1) I don't understand what you mean under a "story problem" and how you separate it from a "non-story problem". But if a "story problem" for you means something that you should interpret differently from a "textbook problem", then just accept that this is not meant to be a story problem. There is no story here. Just re-read carefully:
"In the following, let Mike be a randomly chosen father of two kids. Mike has two kids, one of them is a boy." Where's the story? The situation is completely defined, no need to invent any "probability that the father of a boy would not be included in the sample". You see, in a mathematical "textbook problem" you must assume that all you need for a solution is already given to you.
2) You think that by proposing a "girl" alternative to a problem that explicitly contains the word "boy" you are "de-biasing it". But again, why do you think that you should "de-bias" specifically the word "boy". Why not presume an alternative would be "has at least two boys"? Or why don't you argue with the initial phrase "Mike has two kids"? Could it not be that some Mikes with two kids would actually not be in the sample for some reason?
You accuse me (and, in fact, nearly the whole world) of being "biased" by "only considering boys" in an interpretation of a problem that explicitly asks to consider boys. The word "boy" is in the statement of the problem. The word "girl" is the one you try to artificially introduce.
And then what about "has at least one boy named John". What would your "alternative" be? 'Has at least one girl named John'?
3)
"Has a kid named John" and "Has no kids named John" are indeed non-intersecting. But these are not the versions I discussed in my last comment. They were: "Has a boy named John" and "Has a boy not named John". These are intersecting (a family "Mike, son John, son Bill" falls in to both sets).
The "Has no kids named John" version does indeed raise the probability of having a girl over 0.66 because it cuts away a whole lot of boys ("Johns") as potential brothers.
4) I understand your example of “I am thinking of a number between 0 and 9999 with at least one 2", but it's just not the case here.

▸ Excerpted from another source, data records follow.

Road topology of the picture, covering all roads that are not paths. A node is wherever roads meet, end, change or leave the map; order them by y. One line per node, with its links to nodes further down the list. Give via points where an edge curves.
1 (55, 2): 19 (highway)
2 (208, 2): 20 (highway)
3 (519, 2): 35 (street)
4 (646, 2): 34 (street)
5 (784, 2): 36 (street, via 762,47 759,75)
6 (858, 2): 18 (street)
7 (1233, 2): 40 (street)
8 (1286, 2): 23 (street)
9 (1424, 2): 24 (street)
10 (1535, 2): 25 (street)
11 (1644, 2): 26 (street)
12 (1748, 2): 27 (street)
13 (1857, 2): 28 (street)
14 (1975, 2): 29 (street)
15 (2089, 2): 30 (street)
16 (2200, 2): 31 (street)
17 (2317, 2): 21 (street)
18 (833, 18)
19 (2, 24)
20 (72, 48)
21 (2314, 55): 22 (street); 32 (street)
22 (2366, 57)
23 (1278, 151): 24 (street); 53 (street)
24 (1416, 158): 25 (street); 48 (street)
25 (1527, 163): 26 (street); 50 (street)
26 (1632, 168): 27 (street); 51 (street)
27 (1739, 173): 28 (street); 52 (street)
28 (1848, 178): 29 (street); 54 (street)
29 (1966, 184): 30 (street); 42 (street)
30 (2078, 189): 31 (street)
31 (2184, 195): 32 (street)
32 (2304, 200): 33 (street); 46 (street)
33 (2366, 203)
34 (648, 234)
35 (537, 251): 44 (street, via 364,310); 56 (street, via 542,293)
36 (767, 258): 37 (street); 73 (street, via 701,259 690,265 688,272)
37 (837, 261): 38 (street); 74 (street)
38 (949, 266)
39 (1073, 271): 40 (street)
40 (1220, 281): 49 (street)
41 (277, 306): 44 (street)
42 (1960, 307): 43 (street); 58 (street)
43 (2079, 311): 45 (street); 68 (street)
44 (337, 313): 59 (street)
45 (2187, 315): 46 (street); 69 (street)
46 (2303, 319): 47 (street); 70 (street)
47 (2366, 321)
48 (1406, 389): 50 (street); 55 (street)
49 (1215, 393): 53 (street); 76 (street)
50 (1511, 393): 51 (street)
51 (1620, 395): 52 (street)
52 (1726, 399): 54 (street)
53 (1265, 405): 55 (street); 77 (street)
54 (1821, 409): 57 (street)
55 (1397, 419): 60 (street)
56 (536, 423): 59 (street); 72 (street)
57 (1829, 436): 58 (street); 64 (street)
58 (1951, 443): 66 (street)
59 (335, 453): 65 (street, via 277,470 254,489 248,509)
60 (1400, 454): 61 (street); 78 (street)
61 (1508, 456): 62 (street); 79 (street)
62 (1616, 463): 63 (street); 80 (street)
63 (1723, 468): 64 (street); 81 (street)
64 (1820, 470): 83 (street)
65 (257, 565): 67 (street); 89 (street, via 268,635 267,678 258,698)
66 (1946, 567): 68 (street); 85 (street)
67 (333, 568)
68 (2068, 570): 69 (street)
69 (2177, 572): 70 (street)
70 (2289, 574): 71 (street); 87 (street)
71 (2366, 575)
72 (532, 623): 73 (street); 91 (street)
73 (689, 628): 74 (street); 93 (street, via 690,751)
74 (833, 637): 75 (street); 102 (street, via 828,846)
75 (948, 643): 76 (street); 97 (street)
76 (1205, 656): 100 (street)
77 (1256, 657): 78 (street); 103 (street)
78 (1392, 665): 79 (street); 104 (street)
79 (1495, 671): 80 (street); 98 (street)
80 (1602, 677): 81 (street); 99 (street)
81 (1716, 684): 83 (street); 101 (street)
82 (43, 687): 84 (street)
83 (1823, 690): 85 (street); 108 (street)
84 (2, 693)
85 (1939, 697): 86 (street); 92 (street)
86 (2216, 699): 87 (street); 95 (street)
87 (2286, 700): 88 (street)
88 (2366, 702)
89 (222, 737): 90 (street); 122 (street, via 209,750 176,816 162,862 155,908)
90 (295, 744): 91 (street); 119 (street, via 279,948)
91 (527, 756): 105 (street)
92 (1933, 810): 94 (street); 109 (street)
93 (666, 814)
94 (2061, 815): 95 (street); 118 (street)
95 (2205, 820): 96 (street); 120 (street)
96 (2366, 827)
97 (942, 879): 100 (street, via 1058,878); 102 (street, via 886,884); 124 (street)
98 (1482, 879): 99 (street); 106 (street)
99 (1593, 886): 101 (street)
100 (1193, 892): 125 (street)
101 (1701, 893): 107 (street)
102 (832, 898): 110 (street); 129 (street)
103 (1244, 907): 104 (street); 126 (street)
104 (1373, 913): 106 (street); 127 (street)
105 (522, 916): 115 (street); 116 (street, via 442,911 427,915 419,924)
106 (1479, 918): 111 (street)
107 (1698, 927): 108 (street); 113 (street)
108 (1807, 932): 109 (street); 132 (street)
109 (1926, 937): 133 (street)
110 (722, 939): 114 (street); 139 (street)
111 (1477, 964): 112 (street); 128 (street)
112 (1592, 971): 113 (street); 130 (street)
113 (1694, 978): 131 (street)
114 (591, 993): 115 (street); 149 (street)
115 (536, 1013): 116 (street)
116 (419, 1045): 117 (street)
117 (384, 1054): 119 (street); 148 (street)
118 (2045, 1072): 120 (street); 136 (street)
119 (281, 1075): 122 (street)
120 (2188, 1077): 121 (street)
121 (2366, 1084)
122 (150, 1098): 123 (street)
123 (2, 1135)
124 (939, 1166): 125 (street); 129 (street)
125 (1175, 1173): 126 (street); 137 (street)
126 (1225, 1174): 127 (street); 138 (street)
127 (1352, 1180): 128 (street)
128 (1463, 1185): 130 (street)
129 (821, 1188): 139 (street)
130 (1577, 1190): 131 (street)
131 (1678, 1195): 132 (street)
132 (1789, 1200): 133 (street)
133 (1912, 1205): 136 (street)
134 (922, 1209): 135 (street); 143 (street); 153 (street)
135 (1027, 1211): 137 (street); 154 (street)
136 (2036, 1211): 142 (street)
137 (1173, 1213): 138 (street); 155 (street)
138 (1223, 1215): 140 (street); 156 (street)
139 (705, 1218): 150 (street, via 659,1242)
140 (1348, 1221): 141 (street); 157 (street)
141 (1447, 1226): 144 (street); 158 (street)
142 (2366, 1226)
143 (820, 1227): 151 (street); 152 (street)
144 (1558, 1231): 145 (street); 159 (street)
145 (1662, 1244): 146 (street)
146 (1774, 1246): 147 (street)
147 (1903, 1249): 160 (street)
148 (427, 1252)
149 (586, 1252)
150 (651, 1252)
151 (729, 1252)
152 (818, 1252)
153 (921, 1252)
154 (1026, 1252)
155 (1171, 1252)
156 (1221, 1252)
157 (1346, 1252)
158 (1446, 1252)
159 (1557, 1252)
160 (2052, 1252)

If a probability textbook tells you "LET x be a randomly chosen number with at least one 2" then you are expected to presume that it was indeed chosen from all possible numbers with at least one 2. Or, equivalently, that you "have asked" and "found out".

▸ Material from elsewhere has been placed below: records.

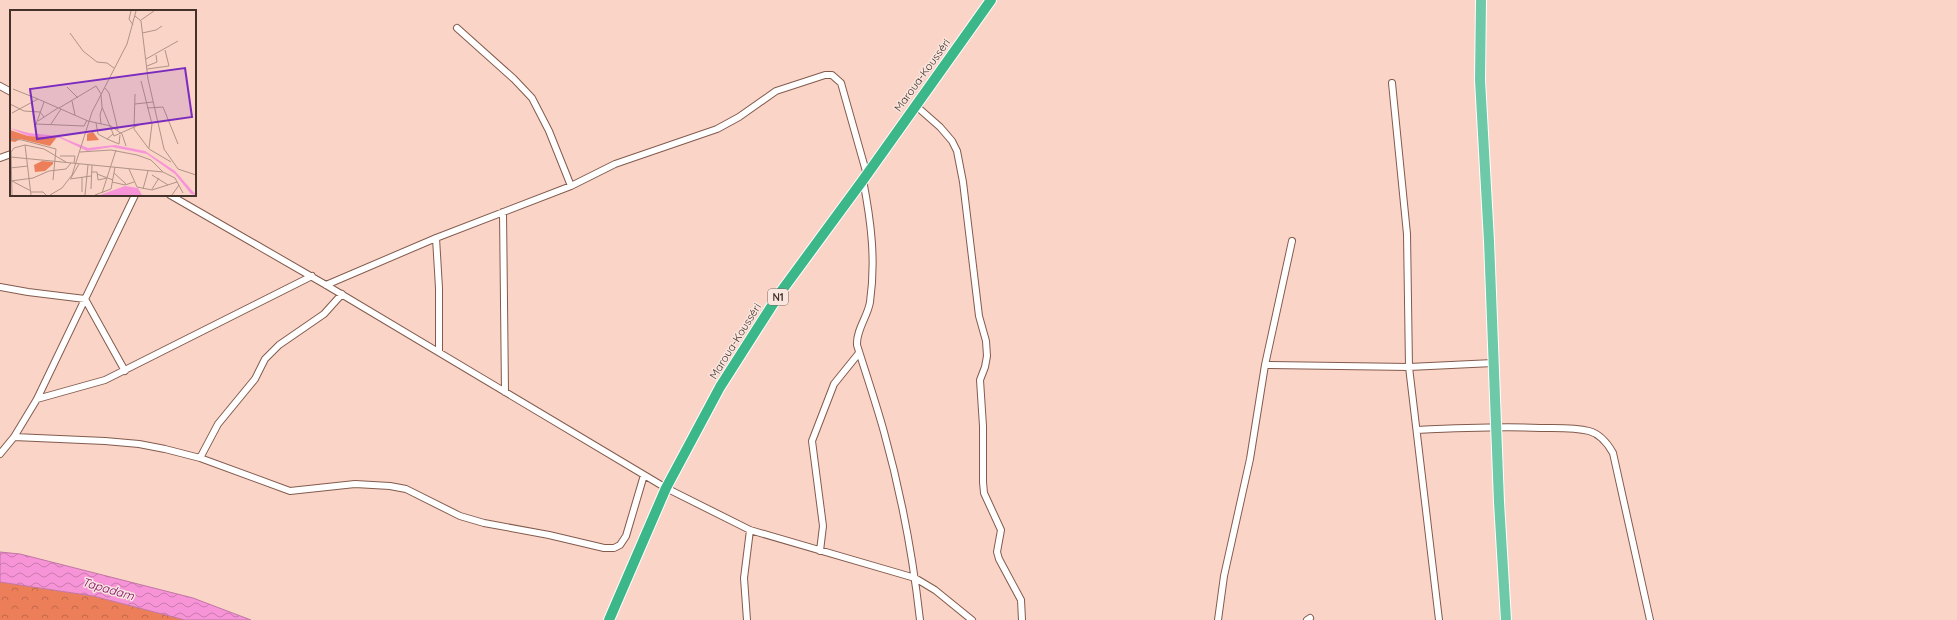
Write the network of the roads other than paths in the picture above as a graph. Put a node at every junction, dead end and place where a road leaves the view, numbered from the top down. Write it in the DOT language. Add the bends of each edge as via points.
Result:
graph roads {
  1 [pos="991,0"];
  2 [pos="1481,0"];
  3 [pos="457,28"];
  4 [pos="1392,83"];
  5 [pos="0,86"];
  6 [pos="10,91"];
  7 [pos="915,105"];
  8 [pos="10,154"];
  9 [pos="0,158"];
  10 [pos="865,177"];
  11 [pos="572,186"];
  12 [pos="136,196"];
  13 [pos="172,196"];
  14 [pos="502,212"];
  15 [pos="436,238"];
  16 [pos="1292,241"];
  17 [pos="312,276"];
  18 [pos="326,285"];
  19 [pos="0,286"];
  20 [pos="342,294"];
  21 [pos="85,299"];
  22 [pos="439,352"];
  23 [pos="860,353"];
  24 [pos="1493,363"];
  25 [pos="1265,365"];
  26 [pos="1409,367"];
  27 [pos="125,371"];
  28 [pos="505,392"];
  29 [pos="36,399"];
  30 [pos="1496,426"];
  31 [pos="1417,430"];
  32 [pos="14,437"];
  33 [pos="0,454"];
  34 [pos="200,458"];
  35 [pos="644,475"];
  36 [pos="666,488"];
  37 [pos="750,530"];
  38 [pos="820,551"];
  39 [pos="915,578"];
  40 [pos="609,620"];
  41 [pos="747,620"];
  42 [pos="920,620"];
  43 [pos="972,620"];
  44 [pos="1022,620"];
  45 [pos="1218,620"];
  46 [pos="1439,620"];
  47 [pos="1506,620"];
  48 [pos="1650,620"];
  1 -- 7 [label="highway, Maroua-Kousséri / N1"];
  2 -- 24 [label="main road" via="1480,80"];
  3 -- 11 [label="street" via="532,98"];
  4 -- 26 [label="street" via="1407,234"];
  5 -- 6 [label="street"];
  7 -- 10 [label="highway, Maroua-Kousséri / N1"];
  7 -- 44 [label="street" via="940,127 957,151 979,316 986,341 987,356 980,386 984,493 1001,530 997,552 1021,600"];
  8 -- 9 [label="street"];
  10 -- 11 [label="street" via="841,83 832,75 825,75 776,91 717,129 615,164"];
  10 -- 23 [label="street" via="874,266 870,304 857,341"];
  10 -- 36 [label="highway, Maroua-Kousséri / N1" via="776,300 720,387"];
  11 -- 14 [label="street"];
  12 -- 21 [label="street"];
  13 -- 17 [label="street"];
  14 -- 15 [label="street"];
  14 -- 28 [label="street"];
  15 -- 18 [label="street"];
  15 -- 22 [label="street"];
  16 -- 25 [label="street"];
  17 -- 18 [label="street"];
  17 -- 27 [label="street"];
  18 -- 20 [label="street"];
  19 -- 21 [label="street"];
  20 -- 22 [label="street"];
  20 -- 34 [label="street" via="324,314 279,344 265,359 255,379 218,424"];
  21 -- 27 [label="street"];
  21 -- 29 [label="street"];
  22 -- 28 [label="street"];
  23 -- 38 [label="street" via="834,384 812,441 823,526"];
  23 -- 39 [label="street" via="899,493"];
  24 -- 26 [label="street"];
  24 -- 30 [label="main road"];
  25 -- 26 [label="street"];
  25 -- 45 [label="street" via="1250,460 1224,576"];
  26 -- 31 [label="street"];
  27 -- 29 [label="street" via="105,380"];
  28 -- 35 [label="street"];
  29 -- 32 [label="street"];
  30 -- 31 [label="street"];
  30 -- 47 [label="main road"];
  30 -- 48 [label="street" via="1590,431 1609,444"];
  31 -- 46 [label="street"];
  32 -- 33 [label="street"];
  32 -- 34 [label="street" via="139,444"];
  34 -- 35 [label="street" via="290,491 355,484 406,489 460,516 604,548 620,545 626,536"];
  35 -- 36 [label="street"];
  36 -- 37 [label="street"];
  36 -- 40 [label="highway, Maroua-Kousséri / N1"];
  37 -- 38 [label="street"];
  37 -- 41 [label="street" via="744,578"];
  38 -- 39 [label="street"];
  39 -- 42 [label="street"];
  39 -- 43 [label="street" via="935,590"];
}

5) I would actually be happy to close the flood. Believe me, I do see what you mean. It's just that this specific problem is not meant to be solved the way you want it to. What essentially follows from your remarks is that the formulation in the post must be changed to:
"I asked Mike whether ...., and he said yes".
And despite considering your remark insightful, I still feel the freedom to disagree with such a change in formulation, because experience shows that most people would understand clearly what is actually meant if I just write "Mike has two kids and one of them is ...".